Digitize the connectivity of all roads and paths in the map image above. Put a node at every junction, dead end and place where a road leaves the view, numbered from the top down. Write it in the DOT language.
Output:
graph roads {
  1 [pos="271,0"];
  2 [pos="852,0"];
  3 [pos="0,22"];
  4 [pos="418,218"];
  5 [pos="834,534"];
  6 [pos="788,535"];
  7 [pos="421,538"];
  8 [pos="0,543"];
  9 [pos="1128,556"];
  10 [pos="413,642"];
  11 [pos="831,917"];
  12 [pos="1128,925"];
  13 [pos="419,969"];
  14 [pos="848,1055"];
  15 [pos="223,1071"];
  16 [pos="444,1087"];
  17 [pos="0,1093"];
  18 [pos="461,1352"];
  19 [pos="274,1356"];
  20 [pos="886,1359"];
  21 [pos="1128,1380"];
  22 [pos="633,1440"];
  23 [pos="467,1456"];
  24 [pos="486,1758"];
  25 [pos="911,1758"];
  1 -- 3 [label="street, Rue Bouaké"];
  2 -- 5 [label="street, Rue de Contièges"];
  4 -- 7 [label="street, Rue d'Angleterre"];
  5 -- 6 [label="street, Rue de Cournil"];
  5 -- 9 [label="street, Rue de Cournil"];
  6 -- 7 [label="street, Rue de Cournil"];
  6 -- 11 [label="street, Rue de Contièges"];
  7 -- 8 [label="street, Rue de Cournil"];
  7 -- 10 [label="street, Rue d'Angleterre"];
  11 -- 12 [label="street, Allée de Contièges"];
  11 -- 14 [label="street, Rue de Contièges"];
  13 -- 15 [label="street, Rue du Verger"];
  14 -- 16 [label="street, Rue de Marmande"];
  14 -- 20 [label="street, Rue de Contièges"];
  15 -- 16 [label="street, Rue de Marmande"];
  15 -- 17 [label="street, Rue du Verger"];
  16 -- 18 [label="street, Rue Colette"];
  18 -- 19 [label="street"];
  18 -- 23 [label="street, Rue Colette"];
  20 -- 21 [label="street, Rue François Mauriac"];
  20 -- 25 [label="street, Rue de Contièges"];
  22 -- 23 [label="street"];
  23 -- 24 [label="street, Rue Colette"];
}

▶ [Assignment] Please write out all the data above, exactly as it reads.

▶ [Final answer]
Digitize the connectivity of all roads and paths in the map image above. Put a node at every junction, dead end and place where a road leaves the view, numbered from the top down. Write it in the DOT language.
Output:
graph roads {
  1 [pos="271,0"];
  2 [pos="852,0"];
  3 [pos="0,22"];
  4 [pos="418,218"];
  5 [pos="834,534"];
  6 [pos="788,535"];
  7 [pos="421,538"];
  8 [pos="0,543"];
  9 [pos="1128,556"];
  10 [pos="413,642"];
  11 [pos="831,917"];
  12 [pos="1128,925"];
  13 [pos="419,969"];
  14 [pos="848,1055"];
  15 [pos="223,1071"];
  16 [pos="444,1087"];
  17 [pos="0,1093"];
  18 [pos="461,1352"];
  19 [pos="274,1356"];
  20 [pos="886,1359"];
  21 [pos="1128,1380"];
  22 [pos="633,1440"];
  23 [pos="467,1456"];
  24 [pos="486,1758"];
  25 [pos="911,1758"];
  1 -- 3 [label="street, Rue Bouaké"];
  2 -- 5 [label="street, Rue de Contièges"];
  4 -- 7 [label="street, Rue d'Angleterre"];
  5 -- 6 [label="street, Rue de Cournil"];
  5 -- 9 [label="street, Rue de Cournil"];
  6 -- 7 [label="street, Rue de Cournil"];
  6 -- 11 [label="street, Rue de Contièges"];
  7 -- 8 [label="street, Rue de Cournil"];
  7 -- 10 [label="street, Rue d'Angleterre"];
  11 -- 12 [label="street, Allée de Contièges"];
  11 -- 14 [label="street, Rue de Contièges"];
  13 -- 15 [label="street, Rue du Verger"];
  14 -- 16 [label="street, Rue de Marmande"];
  14 -- 20 [label="street, Rue de Contièges"];
  15 -- 16 [label="street, Rue de Marmande"];
  15 -- 17 [label="street, Rue du Verger"];
  16 -- 18 [label="street, Rue Colette"];
  18 -- 19 [label="street"];
  18 -- 23 [label="street, Rue Colette"];
  20 -- 21 [label="street, Rue François Mauriac"];
  20 -- 25 [label="street, Rue de Contièges"];
  22 -- 23 [label="street"];
  23 -- 24 [label="street, Rue Colette"];
}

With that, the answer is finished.